Uzatmayalım. Türkiyemizin iş kafalarında maşallahı var. Birinciliği başka milletlere kaptırmıyoruz. Son Soma ve Ermenek maden facilarında iş yeri sahipleri ve sorumlu mühendislerin mahkemede verdiği ifadeleri okuyan var mı? Her biri milyonlarca dolar eden ünlü rezidans inşaatlarında kopan asansörde ölen işçiler de unutulup gitti. Asansör firması ile iş yeri sahipleri birbirlerini suçlarken olan gariban işçiye oldu ve öldüler... Üşenmedim araştırdım. Maden ve inşaat facialarındaki sorumlular ifadelerinde hep bir birlerini suçlamış. İşin daha vahimi hapishanede ve dışarıda vicdanen rahatsız olmadıkları da gözlemlenmiş. Kapanan madenlerden ayrılanlar aynı koşullarda bir başka maden de iş başı yapmış. İnşaatlar için de aynısı geçerli.

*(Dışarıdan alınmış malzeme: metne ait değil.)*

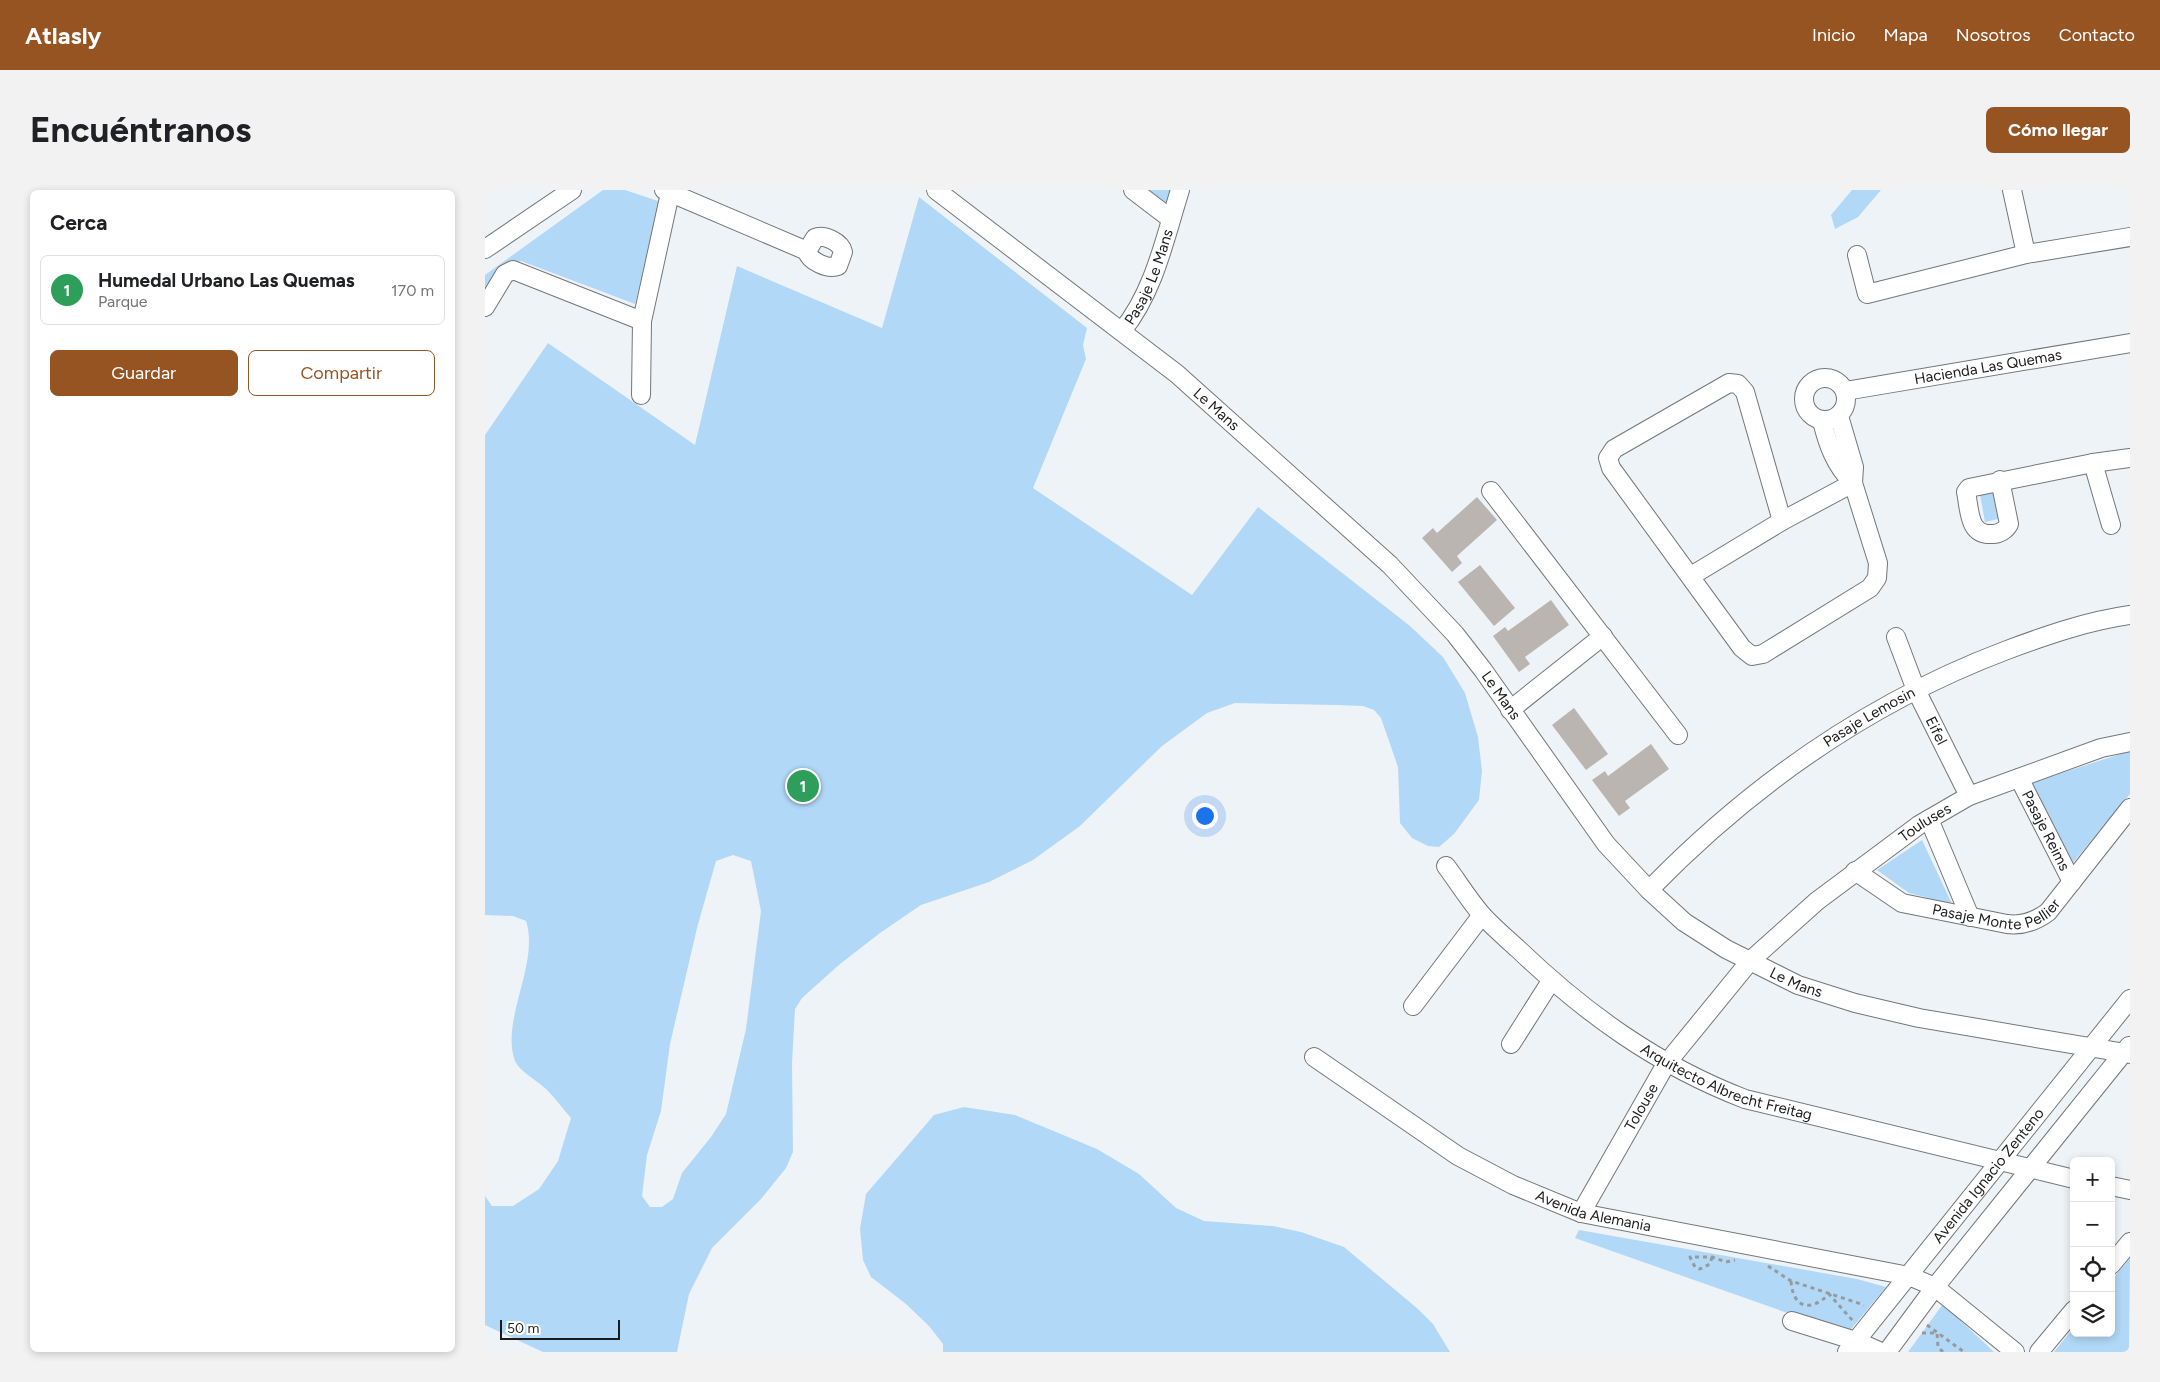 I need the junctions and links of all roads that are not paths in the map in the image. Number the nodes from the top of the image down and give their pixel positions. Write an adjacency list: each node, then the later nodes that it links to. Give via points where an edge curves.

Daha fazla canlarınızı sıkmadan gündeme, Melih Gökçek-Bülent Arınç tartışmasına göz atalım. Her şeyden önce Arınç ile Gökçek’i aynı kefeye koyamayacağımızı belirtmem gerekli. Arınç, AKP içerisinde akçeli işlerle alakası olmayan çok az isimden biridir. Gökçek ise başkentimizin başına karabasan gibi çökmüş, neresinden tutulsa tel tel dökülür. AKP’yi kuran dörtlü saç ayağından Abdullatif Şener çoktan ayrılıp vebalden kurtuldu. Abdullah Gül Cumhurbaşkanlığı makamına kadar çıksa da bir gözü halen orada. Arınç ise “torunlarıma vakit ayıracağını” yıllar önce söyledi. “İki ay sonra yokum” diyor zaten. Tayyip Erdoğan yalnız kaldı... Melih Gökçek’in derdi üç bacaktan birinin yerine geçmek. Erdoğan’ın İstanbul Büyükşehir Belediyesindeki dava dosyalarının önemli bölümünü halleden Gökçek’i Arınç iyi tanır. Son 2 seçimde adaylığına karşı çıktığını da herkes bilir. Ahmet Davutoğlu konuyu halının altına süpürmeye çalışsa da kokusu çıktı. Arınç 8 Haziran’dan itibaren bu işin peşini bırakmaz. AKP’deki tepe taklak gidişin farkına varanların birisi de Abdulkadir Selvi. “Testi çatlamıştır, su sızıyor artık dönüşü yok, su tutmaz” diye de özetledi.